Jessie: [00:21:33] Oh, my gosh. 

Jessie: [00:21:35] It's so cool. I like, I designed the program like 10, I mentioned ten years ago when I was reading books and trying to figure out how to break free from perfectionism and fear of failure. And this is the program that would have fast-forwarded me to that and taught me that it's to have fun. And so, what it is, it's a one-year program for women, and it's a small program.

I will enrol ten women at a time, four times throughout the year. And in that, I will teach the ten habits of a brave woman that you mentioned. So, I will teach, like, for instance, one of them is brave boundaries. A brave woman says no when she wants to. So, I'll do a lot of work on why we say yes. Yes. When we really want to say no.

And the skill of how to start saying no in a loving way, but in a firm way. So, I teach those ten habits on how to show up authentically in our relationship and as a brave relationship. And I do that with lessons every week and in one-to-one coaching and a lot of group coaching. So, the whole group of women work together to support each other.

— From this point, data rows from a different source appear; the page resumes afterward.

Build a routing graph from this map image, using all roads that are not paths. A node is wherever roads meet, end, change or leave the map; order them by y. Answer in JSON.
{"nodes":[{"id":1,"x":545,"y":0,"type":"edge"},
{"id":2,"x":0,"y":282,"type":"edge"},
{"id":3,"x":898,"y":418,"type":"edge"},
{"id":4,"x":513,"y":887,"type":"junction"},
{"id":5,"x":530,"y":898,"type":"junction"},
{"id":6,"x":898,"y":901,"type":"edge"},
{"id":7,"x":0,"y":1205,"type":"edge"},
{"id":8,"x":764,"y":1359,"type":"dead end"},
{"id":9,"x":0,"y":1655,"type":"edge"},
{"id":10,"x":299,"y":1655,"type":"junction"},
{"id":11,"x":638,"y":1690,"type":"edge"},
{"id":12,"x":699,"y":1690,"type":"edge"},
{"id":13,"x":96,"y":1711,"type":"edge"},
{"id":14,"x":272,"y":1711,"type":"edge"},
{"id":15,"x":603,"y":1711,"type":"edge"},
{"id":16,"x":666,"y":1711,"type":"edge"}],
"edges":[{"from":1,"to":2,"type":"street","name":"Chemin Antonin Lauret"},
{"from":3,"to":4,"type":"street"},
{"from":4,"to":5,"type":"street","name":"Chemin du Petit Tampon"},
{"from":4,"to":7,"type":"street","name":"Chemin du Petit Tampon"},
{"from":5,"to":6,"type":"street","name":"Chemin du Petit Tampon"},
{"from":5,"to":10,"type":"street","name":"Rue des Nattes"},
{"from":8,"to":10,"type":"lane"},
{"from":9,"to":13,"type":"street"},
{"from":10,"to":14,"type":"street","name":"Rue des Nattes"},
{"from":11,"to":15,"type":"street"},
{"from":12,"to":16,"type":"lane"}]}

So, they're not just getting support from me. They're becoming a part of this community of women that all want to find their brave.

Beth: [00:22:49] And just being able to say no is so empowering, isn't it? I think as women, especially, we tend to say yes, a lot when really, we should be honouring our boundaries and supporting ourselves.

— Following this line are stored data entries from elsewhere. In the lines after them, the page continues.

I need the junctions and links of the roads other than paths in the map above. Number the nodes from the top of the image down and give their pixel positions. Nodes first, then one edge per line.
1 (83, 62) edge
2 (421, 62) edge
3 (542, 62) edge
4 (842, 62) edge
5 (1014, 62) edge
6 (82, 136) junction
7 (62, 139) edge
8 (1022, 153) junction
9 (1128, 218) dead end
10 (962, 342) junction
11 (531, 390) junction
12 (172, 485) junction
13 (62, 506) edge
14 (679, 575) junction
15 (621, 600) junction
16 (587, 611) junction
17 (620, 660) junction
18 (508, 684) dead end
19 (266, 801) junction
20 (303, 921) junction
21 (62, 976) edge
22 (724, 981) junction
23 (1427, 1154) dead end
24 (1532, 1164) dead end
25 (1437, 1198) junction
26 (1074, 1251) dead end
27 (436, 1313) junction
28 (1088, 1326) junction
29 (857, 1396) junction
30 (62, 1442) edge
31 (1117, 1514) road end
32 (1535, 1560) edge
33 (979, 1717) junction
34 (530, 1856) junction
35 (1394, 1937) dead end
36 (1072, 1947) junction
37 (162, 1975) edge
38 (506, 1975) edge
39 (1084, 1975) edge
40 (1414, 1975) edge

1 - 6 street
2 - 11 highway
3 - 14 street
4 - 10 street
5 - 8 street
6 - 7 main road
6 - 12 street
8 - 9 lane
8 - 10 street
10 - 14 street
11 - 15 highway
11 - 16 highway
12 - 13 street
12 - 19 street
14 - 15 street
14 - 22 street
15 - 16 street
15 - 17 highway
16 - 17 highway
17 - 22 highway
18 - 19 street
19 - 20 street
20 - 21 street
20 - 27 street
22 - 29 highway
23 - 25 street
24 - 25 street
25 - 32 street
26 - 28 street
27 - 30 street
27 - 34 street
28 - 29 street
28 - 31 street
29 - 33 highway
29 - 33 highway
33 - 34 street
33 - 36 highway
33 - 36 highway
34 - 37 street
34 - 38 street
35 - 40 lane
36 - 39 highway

Jessie: [00:23:02] Absolutely. And because we're afraid to lose relationships, we're afraid to lose approval. And there is a way to find that balance where we can still be authentic and still have high-quality relationships. And I help women find that balance.

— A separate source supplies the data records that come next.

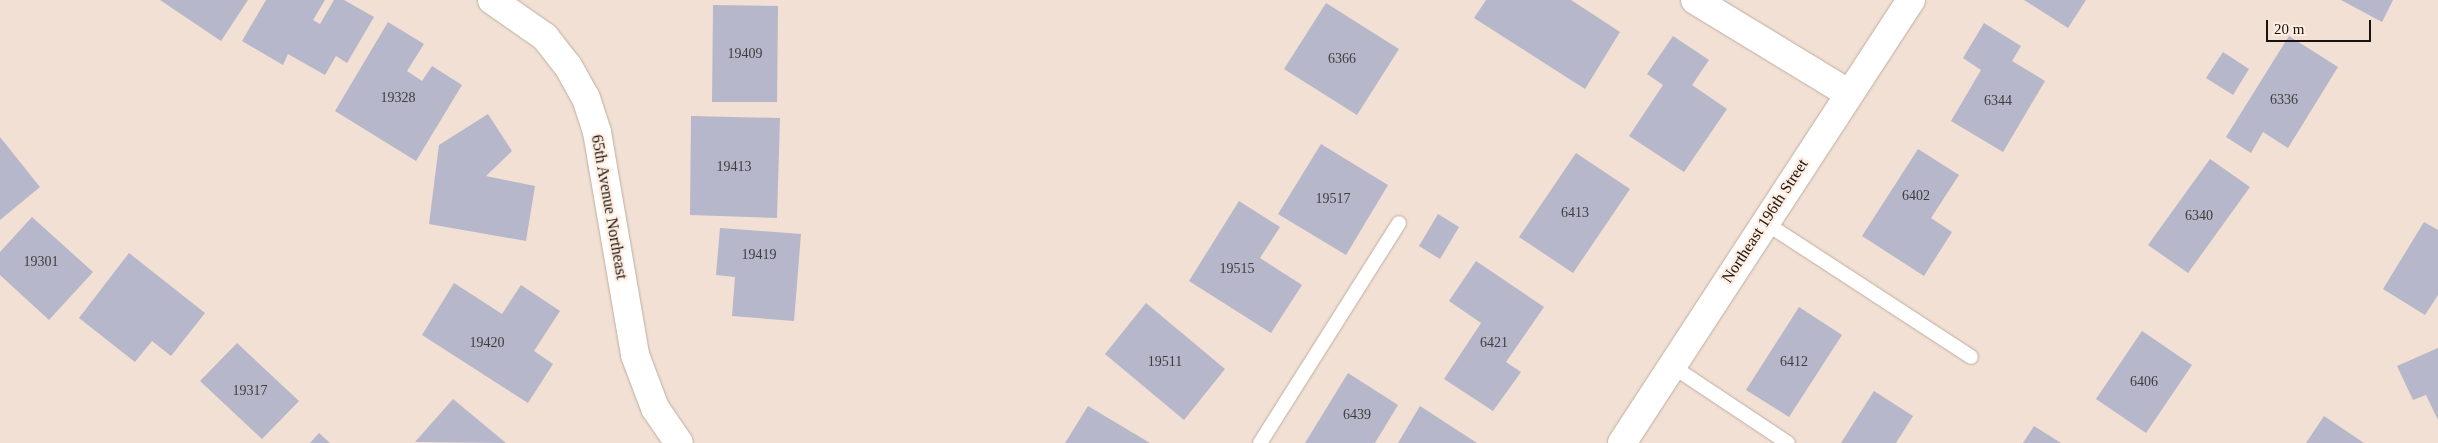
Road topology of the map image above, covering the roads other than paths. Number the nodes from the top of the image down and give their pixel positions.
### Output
1 (492, 0) edge
2 (1695, 0) edge
3 (1910, 0) edge
4 (1848, 93) junction
5 (1764, 222) junction
6 (1399, 223) dead end
7 (1971, 357) dead end
8 (1672, 366) junction
9 (679, 443) edge
10 (1260, 443) edge
11 (1622, 443) edge
12 (1788, 443) edge

1 - 9 street, 65th Avenue Northeast
2 - 4 street
3 - 4 street, Northeast 196th Street
4 - 5 street, Northeast 196th Street
5 - 7 lane
5 - 8 street, Northeast 196th Street
6 - 10 lane
8 - 11 street, Northeast 196th Street
8 - 12 lane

Beth: [00:23:17] What's next for you then? You've obviously taught, you've got your art. You've got your life coach, and you've got your course. What do you Visualize for yourself in the future?

Jessie: [00:23:24] So I definitely want to grow the Greatest Beautiful Circle. That's a new project, and the first enrolment is October, and the first circle will start in November. So that's, that has a lot of my focus right now. And then another thing is to just keep fine-tuning my own work, to keep being that person who follows her brave, who isn't afraid to expand her comfort zone to keep living the teaching.

So that's what I want to do is to just keep on growing on my own journey. So, I have more to share with the people I work with.

Beth: [00:24:00] I often find that actually when we learn something and then when we are vulnerable enough to share that and teach that to somebody else, I feel those authentic connections come a lot easier because people can really resonate with that. So, it's really nice to hear that's something that you approach as well in the work that you do.

Jessie: [00:24:18] yes, I've been there. Like I have been there I've been that person who says yes. When no part of me wanted to say yes, and I know why I did it. And. So I've been the person who didn't take care of myself that sacrificed my health for my job, for the approval of my employers.

And yes, I've been there. I've walked that. I've made all the mistakes I've done it. And, and I just love helping others just rise to the person that they're capable of being.

Beth: [00:24:48] Is there anything that you would want the listeners today to take away anything that you feel would resonate with them?

Jessie: [00:24:54] Yes. That this life is so short and so beautiful to really be yourself, life is to be enjoyed, and we can enjoy it best when we are truly who we are and do what we love with the people we love, where we love and start today, start today because life goes by so quickly and it's so much better when you're you.

Beth: [00:25:22] And have lots of fun, like you did.

Jessie: [00:25:24] Yes. Yes. It's way more fun when you're you definitely.

Beth: [00:25:30] Thank you so much for being on the show today. I'm sure our listeners have learned so much from your inspiring story. Where can people find out more about you and the work that you do?

Jessie: [00:25:40] Just in general, they can go to my name. 

Jessebenson.com. Find out about my coaching and then the circle they can go to: www.Braveisbeautifulcircle.com and my art, Jesse Benson fine art.

Beth: [00:25:55] Lovely and I'll put all those links in the show notes for today. Thank you so much for joining us.